Voting machine software hackable
published: Thu, 24-Jul-2003 | updated: Sun, 23-Jul-2006
There was an article in the New York Times today about a report written by researchers who'd been poring over source code for an electronic voting machine. (Read the report here.)
The consensus was that the software had so many loopholes and was so poorly written from a security standpoint that determined attackers could fairly easily hack a voting terminal. The kinds of loopholes available to determined attackers were:
- use home-programmed smart cards to stuff votes (the terminal is smart card driven)

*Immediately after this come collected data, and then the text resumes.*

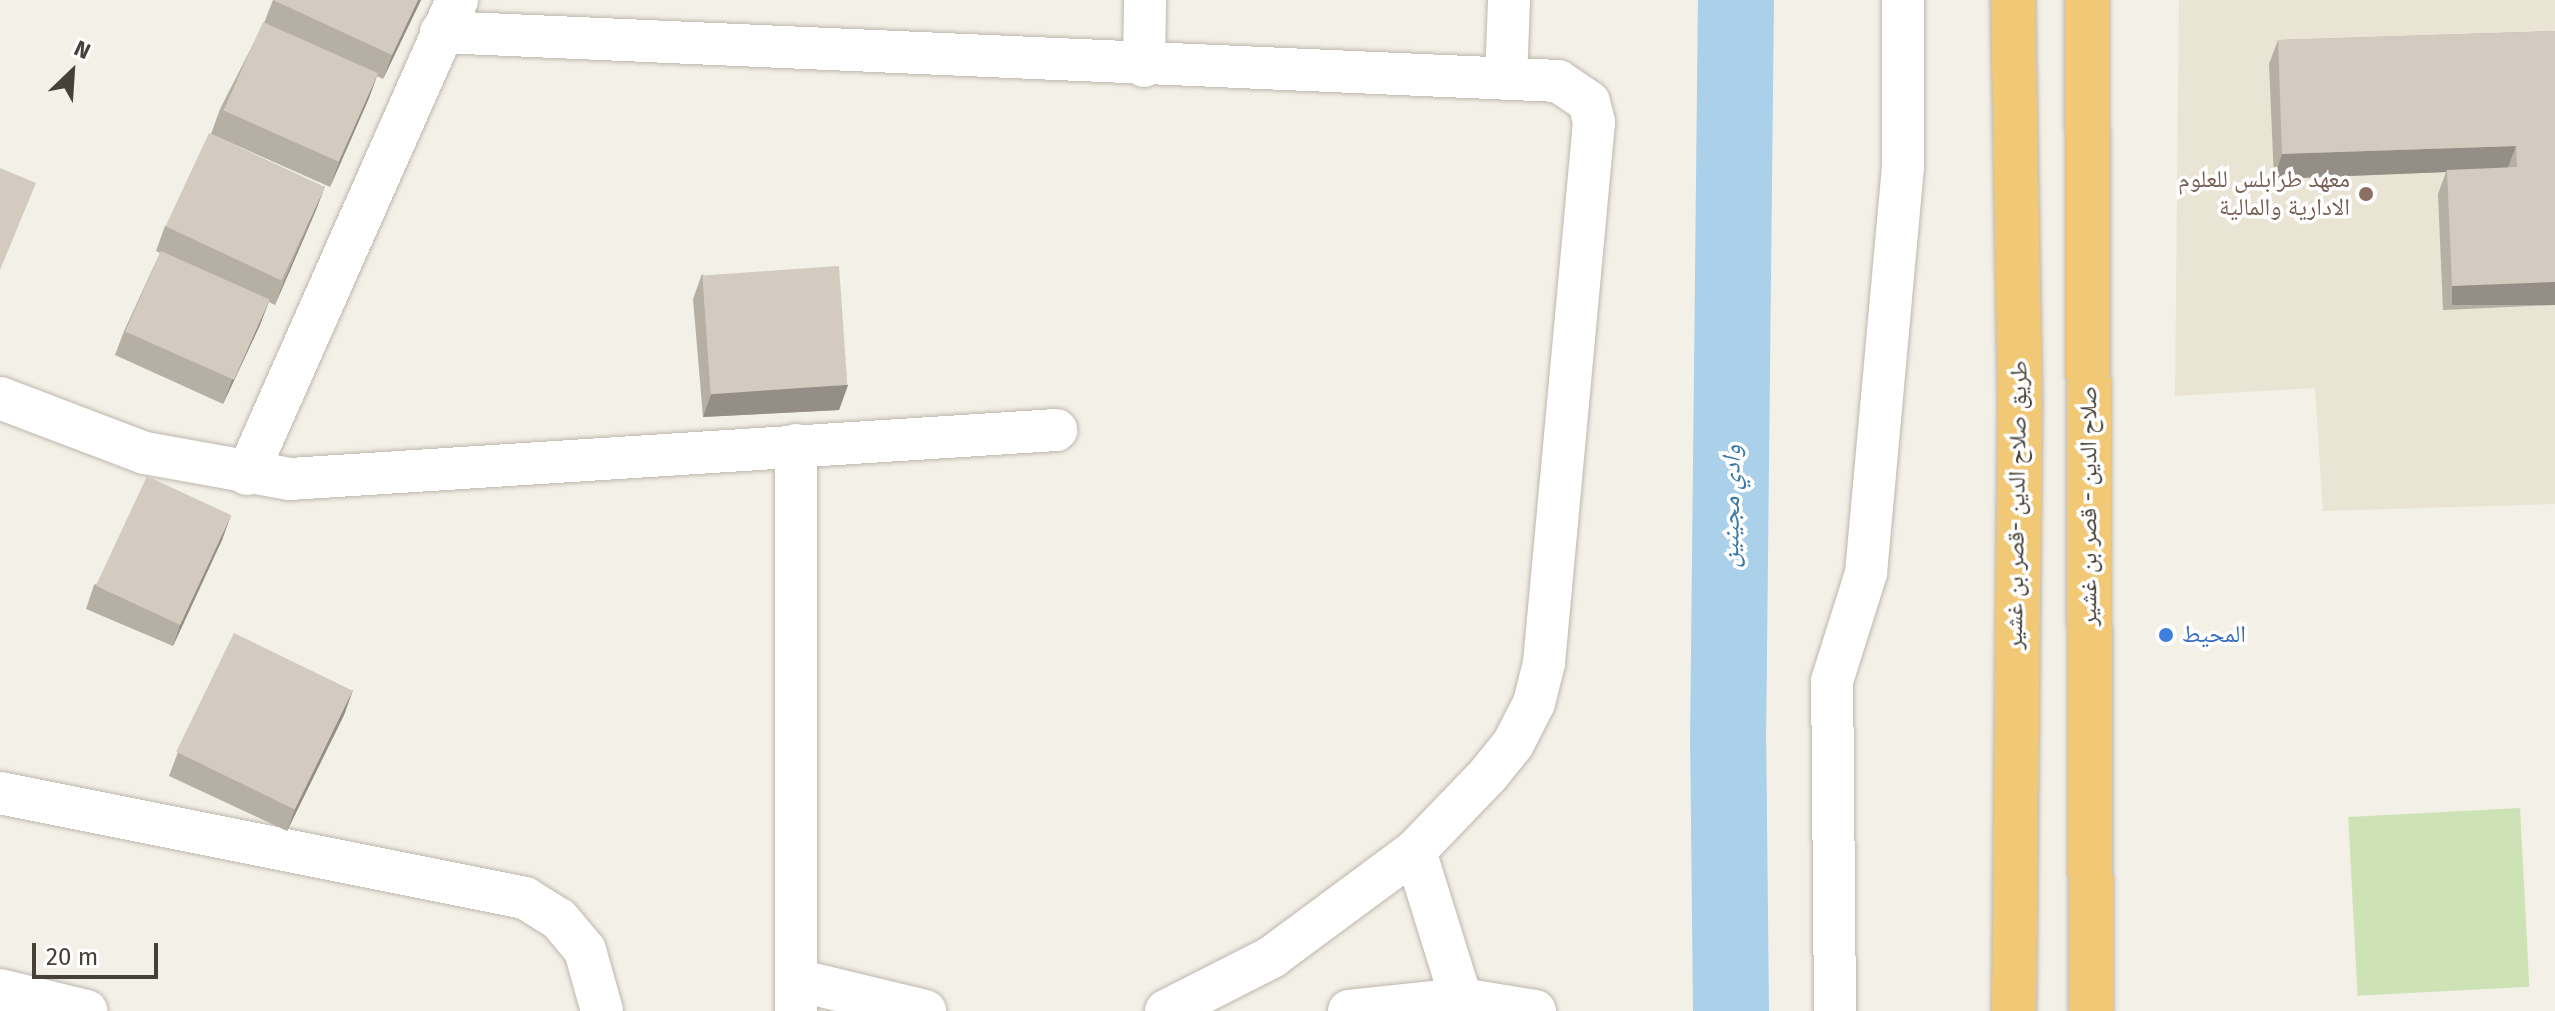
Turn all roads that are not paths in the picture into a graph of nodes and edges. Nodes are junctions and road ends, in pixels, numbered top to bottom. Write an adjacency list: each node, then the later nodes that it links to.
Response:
1 (1145, 0): 7 (street)
2 (1509, 0): 8 (street)
3 (1903, 0): 24 (street)
4 (2013, 0): 25 (highway, طريق صلاح الدين -قصر بن غشير)
5 (2087, 0): 26 (highway, صلاح الدين - قصر بن غشير)
6 (449, 16): 7 (street); 12 (street)
7 (1144, 66): 8 (street)
8 (1506, 79): 14 (street)
9 (0, 398): 12 (street)
10 (1056, 430): 11 (street)
11 (796, 445): 12 (street); 16 (street)
12 (247, 474)
13 (0, 793): 19 (street)
14 (1415, 851): 17 (street); 21 (street)
15 (4, 988): 18 (street)
16 (796, 996): 20 (street)
17 (1461, 999): 22 (street); 23 (street)
18 (87, 1011)
19 (602, 1011)
20 (925, 1011)
21 (1166, 1011)
22 (1349, 1011)
23 (1535, 1011)
24 (1835, 1011)
25 (2014, 1011)
26 (2091, 1011)

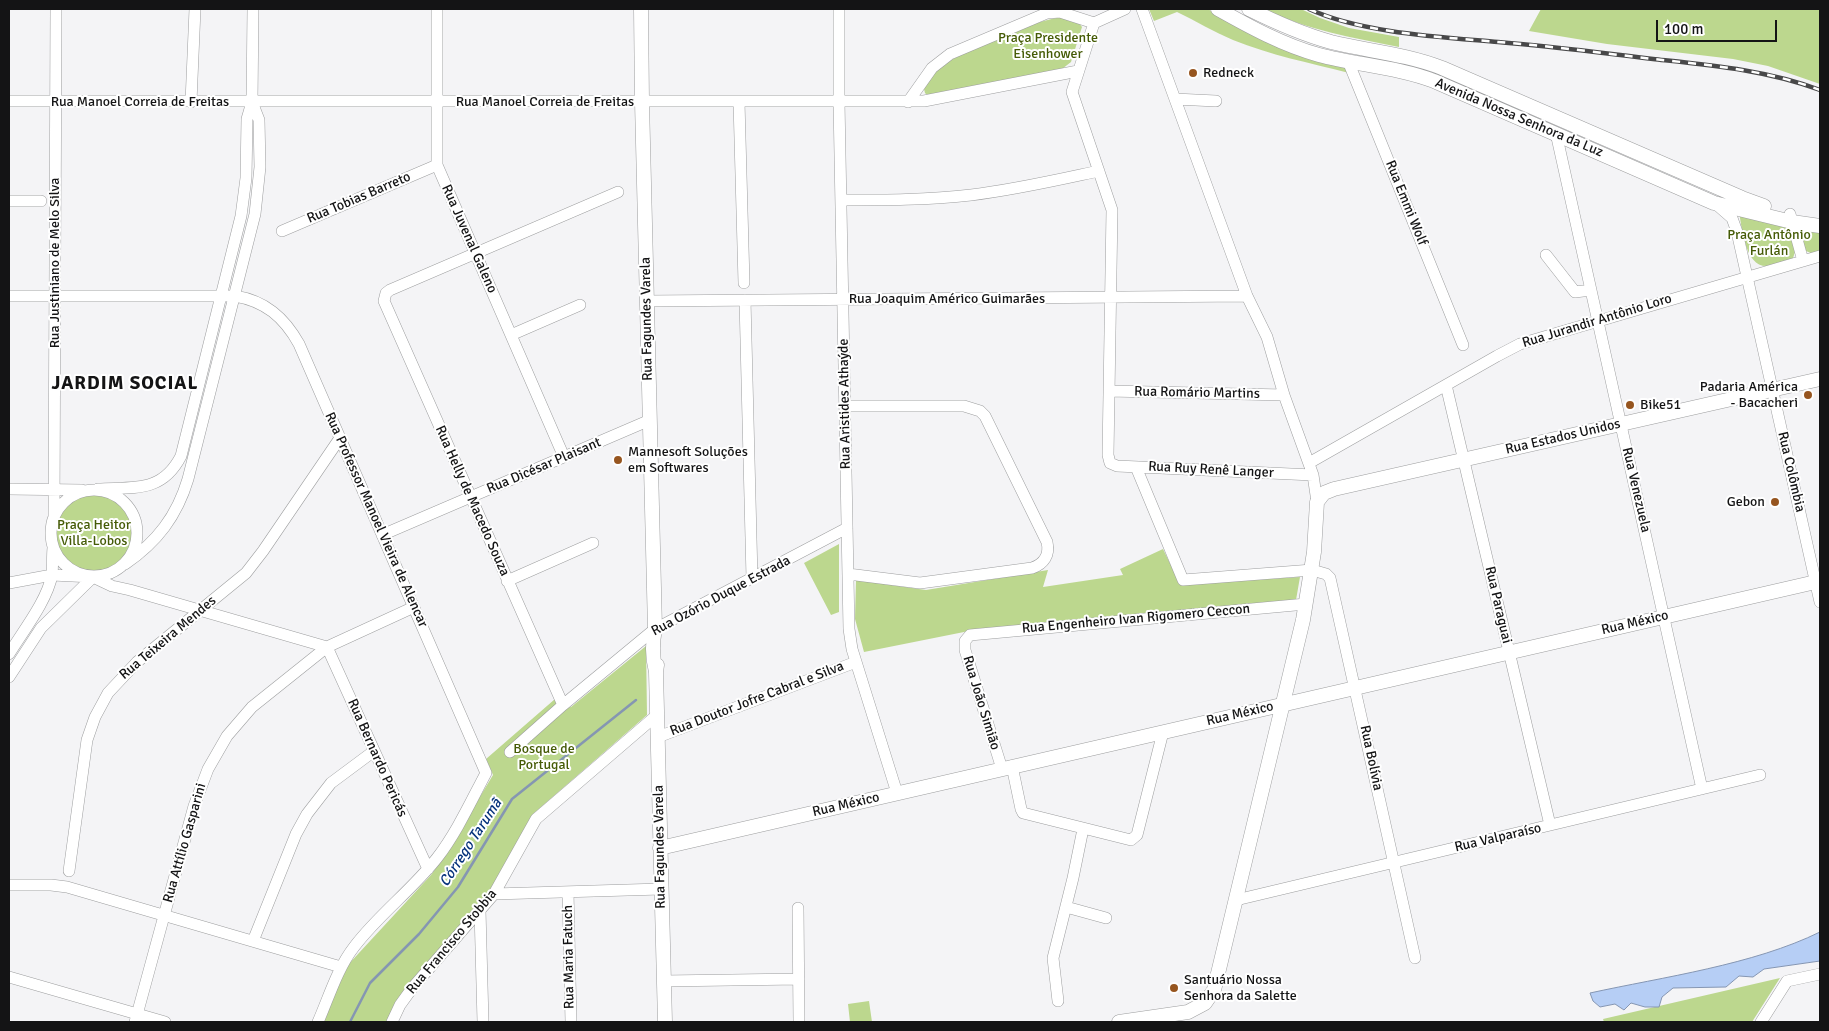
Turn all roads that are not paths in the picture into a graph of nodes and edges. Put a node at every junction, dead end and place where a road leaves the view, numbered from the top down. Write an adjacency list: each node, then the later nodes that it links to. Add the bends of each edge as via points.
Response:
1 (56, 9): 17 (street, Rua Justiniano de Melo Silva)
2 (195, 9): 18 (street)
3 (253, 9): 19 (street)
4 (437, 9): 20 (street, Rua Juvenal Galeno)
5 (641, 9): 21 (main road, Rua Fagundes Varela)
6 (839, 9): 23 (street, Rua Aristides Athaýde)
7 (1125, 9): 11 (street)
8 (1142, 9): 14 (street)
9 (1218, 9): 12 (main road, Avenida Nossa Senhora da Luz, via 1286,43)
10 (1249, 9): 33 (main road, Avenida Nossa Senhora da Luz, via 1314,37 1400,55 1442,68)
11 (1094, 23): 13 (street); 24 (street, via 1055,11 1047,12 960,48 932,68)
12 (1348, 61): 25 (main road, Avenida Nossa Senhora da Luz, via 1422,76); 58 (street, Rua Emmi Wolf)
13 (1078, 71): 24 (street, Rua Manoel Correia de Freitas, via 936,100); 27 (street, via 1072,92)
14 (1175, 99): 15 (street); 50 (street)
15 (1216, 101)
16 (9, 102): 17 (street, Rua Manoel Correia de Freitas)
17 (56, 102): 18 (street, Rua Manoel Correia de Freitas); 47 (street, Rua Justiniano de Melo Silva)
18 (191, 102): 19 (street, Rua Manoel Correia de Freitas)
19 (252, 102): 20 (street, Rua Manoel Correia de Freitas); 48 (street, via 246,119 246,178 241,216); 49 (street, via 259,120 259,184 252,231)
20 (437, 102): 21 (street, Rua Manoel Correia de Freitas); 26 (street, Rua Juvenal Galeno)
21 (642, 102): 22 (street, Rua Manoel Correia de Freitas); 54 (main road, Rua Fagundes Varela)
22 (739, 102): 23 (street, Rua Manoel Correia de Freitas); 44 (street)
23 (839, 102): 24 (street, Rua Manoel Correia de Freitas); 29 (street, Rua Aristides Athaýde)
24 (908, 102)
25 (1556, 133): 32 (main road, Avenida Nossa Senhora da Luz); 45 (street, Rua Venezuela)
26 (437, 165): 36 (street, Rua Tobias Barreto); 37 (street, Rua Juvenal Galeno)
27 (1099, 170): 29 (street, via 970,196); 51 (street, via 1112,210)
28 (618, 192): 37 (street)
29 (841, 200): 53 (street, Rua Aristides Athaýde)
30 (9, 201): 31 (street)
31 (41, 201)
32 (1714, 203): 33 (main road, Avenida Nossa Senhora da Luz); 39 (street, Rua Colômbia, via 1732,218)
33 (1791, 218): 34 (main road, Avenida Nossa Senhora da Luz); 35 (main road, Avenida Nossa Senhora da Luz); 41 (street)
34 (1820, 219)
35 (1820, 226)
36 (282, 231)
37 (475, 253): 57 (street, Rua Juvenal Galeno); 77 (street, Rua Helly de Macedo Souza, via 390,290 384,297 385,306)
38 (1546, 255): 45 (street, via 1575,292)
39 (1742, 256): 42 (street, via 1754,266); 43 (street, Rua Colômbia)
40 (1820, 256): 41 (street, Rua Jurandir Antônio Loro)
41 (1803, 261): 42 (street, Rua Jurandir Antônio Loro)
42 (1768, 271): 43 (street, Rua Jurandir Antônio Loro)
43 (1747, 277): 56 (street, Rua Jurandir Antônio Loro); 61 (street, Rua Colômbia)
44 (744, 283)
45 (1591, 290): 56 (street, Rua Venezuela)
46 (9, 296): 47 (street, Rua Professor Manoel Vieira de Alencar)
47 (54, 296): 48 (street, Rua Professor Manoel Vieira de Alencar); 75 (street, Rua Justiniano de Melo Silva)
48 (221, 296): 49 (street, Rua Professor Manoel Vieira de Alencar); 76 (street, via 183,448 173,469 161,480 145,486)
49 (235, 296): 67 (street, Rua Professor Manoel Vieira de Alencar, via 267,307 292,332); 84 (street, via 185,492 161,534 142,553)
50 (1247, 296): 51 (street, Rua Joaquim Américo Guimarães); 63 (street, via 1264,329)
51 (1111, 298): 53 (street, Rua Joaquim Américo Guimarães); 62 (street)
52 (745, 300): 53 (street, Rua Joaquim Américo Guimarães); 54 (street, Rua Joaquim Américo Guimarães); 89 (street)
53 (843, 300): 64 (street, Rua Aristides Athaýde)
54 (647, 301): 65 (main road, Rua Fagundes Varela)
55 (580, 305): 57 (street)
56 (1598, 320): 60 (street, Rua Jurandir Antônio Loro, via 1520,344); 66 (street, Rua Venezuela)
57 (511, 335): 68 (street, Rua Juvenal Galeno)
58 (1462, 345)
59 (1820, 378): 61 (main road, Rua Estados Unidos)
60 (1446, 384): 69 (street, Rua Paraguai); 70 (street, Rua Jurandir Antônio Loro)
61 (1772, 389): 66 (main road, Rua Estados Unidos); 91 (street, Rua Colômbia)
62 (1109, 391): 63 (street, Rua Romário Martins); 71 (street, Rua Ruy Renê Langer, via 1110,463)
63 (1284, 395): 70 (street)
64 (845, 406): 80 (street, Rua Aristides Athaýde); 86 (street, via 964,406 980,411 1049,549 1044,562 1032,568 930,583)
65 (650, 420): 68 (street, Rua Dicésar Plaisant); 99 (main road, Rua Fagundes Varela)
66 (1621, 424): 69 (main road, Rua Estados Unidos); 98 (street, Rua Venezuela)
67 (340, 438): 81 (street, Rua Professor Manoel Vieira de Alencar); 97 (street, Rua Teixeira Mendes, via 255,561 237,581)
68 (564, 457): 77 (street, Rua Dicésar Plaisant)
69 (1464, 459): 73 (main road, Rua Estados Unidos); 102 (street, Rua Paraguai)
70 (1309, 463): 72 (street)
71 (1136, 467): 72 (street, Rua Ruy Renê Langer); 85 (street, via 1183,580)
72 (1313, 475): 73 (street, via 1322,484); 78 (street)
73 (1334, 488): 78 (main road, Rua Estados Unidos)
74 (9, 489): 75 (street)
75 (53, 489): 76 (street); 79 (street, Rua Justiniano de Melo Silva)
76 (92, 489): 79 (street, via 73,495 61,504); 84 (street, via 112,493 124,500 135,518 138,539)
77 (470, 497): 81 (street, Rua Dicésar Plaisant); 90 (street, Rua Helly de Macedo Souza)
78 (1317, 502): 85 (main road)
79 (54, 517): 83 (street, via 51,531)
80 (847, 528): 86 (street, Rua Aristides Athaýde); 89 (street, Rua Ozório Duque Estrada)
81 (382, 535): 96 (street, Rua Professor Manoel Vieira de Alencar)
82 (593, 543): 90 (street)
83 (53, 546): 87 (street); 88 (street, via 68,568)
84 (123, 565): 88 (street, via 108,574); 93 (street)
85 (1312, 570): 95 (main road); 107 (street, Rua Bolívia, via 1326,574 1332,585)
86 (848, 574): 104 (street, Rua Aristides Athaýde, via 849,629)
87 (52, 576): 88 (street); 92 (street); 103 (street)
88 (93, 576): 93 (street, via 112,586); 106 (street, via 41,628)
89 (752, 578): 99 (street, Rua Ozório Duque Estrada)
90 (508, 581): 110 (street, Rua Helly de Macedo Souza)
91 (1818, 581): 94 (street, Rua Colômbia); 98 (main road, Rua México)
92 (9, 583)
93 (130, 590): 97 (street)
94 (1820, 602)
95 (1306, 604): 100 (street, Rua Engenheiro Ivan Rigomero Ceccon, via 974,634); 105 (main road)
96 (414, 607): 101 (street, Rua Attílio Gasparini); 124 (street, Rua Professor Manoel Vieira de Alencar, via 486,773)
97 (201, 610): 101 (street); 125 (street, Rua Teixeira Mendes, via 126,672 101,705 86,746)
98 (1664, 616): 102 (main road, Rua México); 118 (street, Rua Venezuela)
99 (655, 629): 110 (street, Rua Ozório Duque Estrada); 111 (main road, Rua Fagundes Varela, via 653,660)
100 (967, 638): 116 (street, Rua João Simião, via 965,650)
101 (327, 647): 114 (street, Rua Bernardo Pericás); 134 (street, Rua Attílio Gasparini, via 252,707 222,744 199,790)
102 (1509, 652): 107 (main road, Rua México); 120 (street, Rua Paraguai)
103 (9, 654)
104 (856, 662): 113 (street, Rua Doutor Jofre Cabral e Silva); 119 (street, Rua Aristides Athaýde)
105 (1293, 663): 108 (main road, via 1296,685); 109 (main road)
106 (9, 677)
107 (1355, 688): 108 (main road, Rua México); 123 (street, Rua Bolívia)
108 (1308, 698): 109 (main road, Rua México)
109 (1283, 704): 112 (main road, Rua México); 130 (main road)
110 (563, 705): 115 (street, Rua Ozório Duque Estrada)
111 (657, 715): 113 (main road, Rua Fagundes Varela); 129 (street, Rua Francisco Stobbia, via 539,815)
112 (1163, 732): 116 (main road, Rua México); 121 (street, via 1134,838 1128,840)
113 (658, 737): 122 (main road, Rua Fagundes Varela)
114 (374, 751): 124 (street, Rua Bernardo Pericás); 136 (street, via 331,783 307,814)
115 (510, 752)
116 (1007, 768): 119 (main road, Rua México); 121 (street, Rua João Simião, via 1023,813)
117 (1760, 775): 118 (street, Rua Valparaíso)
118 (1702, 789): 120 (street, Rua Valparaíso)
119 (897, 793): 122 (main road, Rua México)
120 (1550, 825): 123 (street, Rua Valparaíso)
121 (1083, 829): 131 (street)
122 (660, 848): 127 (main road, Rua Fagundes Varela)
123 (1394, 863): 130 (street, Rua Valparaíso); 137 (street, Rua Bolívia)
124 (428, 869): 138 (street, via 354,946)
125 (68, 871)
126 (9, 885): 134 (street, via 67,887)
127 (662, 889): 128 (street); 142 (main road, Rua Fagundes Varela)
128 (568, 892): 129 (street); 149 (street, Rua Maria Fatuch)
129 (494, 894): 133 (street, Rua Francisco Stobbia)
130 (1236, 900): 152 (main road, via 1214,990 1205,1003 1188,1012)
131 (1066, 907): 135 (street); 143 (street, via 1053,958)
132 (798, 908): 141 (street)
133 (480, 910): 147 (street, Rua Francisco Stobbia, via 413,987); 148 (street)
134 (164, 915): 136 (street); 144 (street, Rua Attílio Gasparini)
135 (1106, 918)
136 (253, 941): 138 (street)
137 (1415, 958)
138 (341, 967): 146 (street)
139 (1820, 974): 153 (street, via 1787,981)
140 (9, 977): 144 (street)
141 (798, 979): 142 (street); 151 (street)
142 (664, 981): 150 (main road, Rua Fagundes Varela)
143 (1058, 1001)
144 (136, 1018): 145 (street)
145 (165, 1022)
146 (318, 1022)
147 (392, 1022)
148 (483, 1022)
149 (570, 1022)
150 (665, 1022)
151 (799, 1022)
152 (1120, 1022)
153 (1761, 1022)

- easily perform a denial-of-service attack (i.e., stop people from voting)
- possibly intercept the "ballot paper" (i.e., the screen with the ballot on it) and replace it with their own (the ballot paper not being signed)
- vote counters that were supposed to be secure, weren't
- with a colluding election official and a slow polling station you could even work out at the end of the day how people had voted
One of the conclusions of the researchers was that, lo and behold, voting machine software is just as buggy, badly designed and written as most commercial software written by ho-hum developers. Despite the fact that voting terminal software is used to uphold democracy. If we don't believe ballot results, where next for democracy?
The New York Times managed to get a quote from someone at the company that made the terminals. He said, and I quote
"We're constantly improving it so the technology we have 10 years from now will be better than what we have today,"
This either means "Your vote means nothing for the next ten years, because there's so many opportunities for vote stuffing" or "we'll release the next version in ten years' time."
The strange thing to outsiders is perhaps that the voting terminal has to be approved by regulators before it can be deployed. So, there's someone looking after the public viewpoint. That should make it all right, yes?
Well, I used to work in an industry dominated by regulations, approval processes, and regulators: the gaming and casino industry, The regulators used to get new versions of slot machines and casino systems and, er, test them for approval. Well, in fact what happens is that the regulators immediately send it all off to an independent testing laboratory, who do the work. Of course, for casino system software, no one is going to read all the code; in fact all they do is check that certain inputs provide certain outputs. Bang, it's approved. $5,000, please (or whatever the amount for the approval process is).
So I'm not surprised that voting machines can fail (sorry, I meant succeed) in the same manner. What scares me is what happens in the equally regulated aircraft and medical software industries. Brrr.